The Lower Lakes have been a contentious part of the Murray-Darling Basin Plan and have been maintained as freshwater lakes.
Speak Up chair Shelley Scoullar labelled the research a ‘‘game-changer’’.
‘‘Governments can no longer ignore this indisputable fact that we have an estuarine system, but for purely political reasons a basin plan was devised around false claims that it was a freshwater system,’’ Mrs Scoullar said.
‘‘What has been done is mischievous and has caused massive, unnecessary hardship to family farmers and rural communities.
‘‘We cannot change the past, but we can fix the plan, so it is better positioned to help us build a stronger, more sustainable future.’’

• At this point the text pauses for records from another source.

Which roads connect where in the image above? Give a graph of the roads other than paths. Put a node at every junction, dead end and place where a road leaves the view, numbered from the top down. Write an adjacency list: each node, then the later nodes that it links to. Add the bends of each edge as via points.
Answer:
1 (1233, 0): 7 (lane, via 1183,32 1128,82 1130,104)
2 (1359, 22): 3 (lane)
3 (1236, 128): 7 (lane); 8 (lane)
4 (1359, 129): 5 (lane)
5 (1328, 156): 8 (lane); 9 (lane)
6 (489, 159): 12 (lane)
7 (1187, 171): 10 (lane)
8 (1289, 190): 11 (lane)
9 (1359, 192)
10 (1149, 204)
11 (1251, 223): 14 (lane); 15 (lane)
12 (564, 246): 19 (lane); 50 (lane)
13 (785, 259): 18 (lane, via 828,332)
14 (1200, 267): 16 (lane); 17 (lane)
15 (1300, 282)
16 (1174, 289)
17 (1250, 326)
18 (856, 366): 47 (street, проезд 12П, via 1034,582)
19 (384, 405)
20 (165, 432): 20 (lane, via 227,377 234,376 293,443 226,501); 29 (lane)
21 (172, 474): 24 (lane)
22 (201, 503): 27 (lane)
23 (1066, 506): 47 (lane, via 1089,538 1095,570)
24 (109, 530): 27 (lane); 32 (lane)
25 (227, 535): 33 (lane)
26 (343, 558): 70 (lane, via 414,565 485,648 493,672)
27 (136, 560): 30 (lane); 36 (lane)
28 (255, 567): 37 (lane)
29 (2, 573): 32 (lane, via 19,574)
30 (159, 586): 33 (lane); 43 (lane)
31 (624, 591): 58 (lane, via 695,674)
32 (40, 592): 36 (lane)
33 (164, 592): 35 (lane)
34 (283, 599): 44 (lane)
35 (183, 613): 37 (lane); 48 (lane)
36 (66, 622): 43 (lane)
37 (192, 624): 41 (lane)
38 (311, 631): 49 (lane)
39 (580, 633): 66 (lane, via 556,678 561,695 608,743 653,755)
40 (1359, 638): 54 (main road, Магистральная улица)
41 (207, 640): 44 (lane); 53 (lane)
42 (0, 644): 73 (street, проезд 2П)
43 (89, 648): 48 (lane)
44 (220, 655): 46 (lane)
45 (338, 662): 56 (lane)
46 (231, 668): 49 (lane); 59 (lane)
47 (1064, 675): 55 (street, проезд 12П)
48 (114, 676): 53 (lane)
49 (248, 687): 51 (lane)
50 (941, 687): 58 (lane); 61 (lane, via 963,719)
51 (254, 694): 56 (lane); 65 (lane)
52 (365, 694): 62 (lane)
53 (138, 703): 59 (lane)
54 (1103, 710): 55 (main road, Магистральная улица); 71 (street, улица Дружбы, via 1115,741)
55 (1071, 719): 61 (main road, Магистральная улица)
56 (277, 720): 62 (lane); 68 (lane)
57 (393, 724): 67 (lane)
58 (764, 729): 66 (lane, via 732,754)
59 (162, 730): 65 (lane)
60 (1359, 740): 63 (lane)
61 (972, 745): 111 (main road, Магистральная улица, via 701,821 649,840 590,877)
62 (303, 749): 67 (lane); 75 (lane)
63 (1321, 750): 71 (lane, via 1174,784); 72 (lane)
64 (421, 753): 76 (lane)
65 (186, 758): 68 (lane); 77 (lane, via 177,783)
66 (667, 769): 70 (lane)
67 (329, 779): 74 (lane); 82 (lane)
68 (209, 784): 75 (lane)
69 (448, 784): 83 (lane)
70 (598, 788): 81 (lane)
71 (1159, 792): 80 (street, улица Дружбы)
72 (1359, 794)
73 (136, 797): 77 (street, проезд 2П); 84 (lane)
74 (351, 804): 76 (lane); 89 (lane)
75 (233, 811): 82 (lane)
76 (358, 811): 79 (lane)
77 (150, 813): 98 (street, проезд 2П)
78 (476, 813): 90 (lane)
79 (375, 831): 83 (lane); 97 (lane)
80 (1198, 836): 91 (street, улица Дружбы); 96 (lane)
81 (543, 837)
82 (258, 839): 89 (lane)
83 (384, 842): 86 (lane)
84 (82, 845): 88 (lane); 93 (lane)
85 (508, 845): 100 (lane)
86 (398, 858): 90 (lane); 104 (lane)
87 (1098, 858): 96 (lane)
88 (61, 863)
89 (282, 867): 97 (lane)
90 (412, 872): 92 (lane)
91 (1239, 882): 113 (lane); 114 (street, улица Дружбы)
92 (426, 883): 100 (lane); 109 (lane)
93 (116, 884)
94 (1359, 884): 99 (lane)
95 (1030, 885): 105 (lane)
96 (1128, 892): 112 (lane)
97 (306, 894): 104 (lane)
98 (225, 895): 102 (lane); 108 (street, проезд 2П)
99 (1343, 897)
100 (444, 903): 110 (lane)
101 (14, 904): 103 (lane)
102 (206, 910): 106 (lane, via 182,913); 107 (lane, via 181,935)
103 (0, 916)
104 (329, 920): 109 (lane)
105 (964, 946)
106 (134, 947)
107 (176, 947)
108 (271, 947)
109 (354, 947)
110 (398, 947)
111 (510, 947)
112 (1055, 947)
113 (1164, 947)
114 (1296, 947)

Mrs Scoullar said the basin plan must be changed to reflect the new findings.
‘‘(The Federal Government) have cold, hard facts before them, which show we do not need to be pouring huge quantities of water down the rivers to sustain a freshwater system,’’ she said.
‘‘As Professor Gell has proven, it’s not a freshwater system at all; it’s traditionally estuarine.
‘‘So we must now alter the plan, which was developed under false scientific assumptions that we all know were designed to fit a political agenda.
‘‘This needs to occur before there is any further damage to our world-class food and fibre producers, and more importantly the environment, which is being decimated by authorities who have tried to push too much water down a fragile system.’’
The research is at odds with a 2009 report to the South Australian Government, which stated ‘‘there is no evidence in the 7000-year record of substantial marine incursions into Lake Alexandrina’’.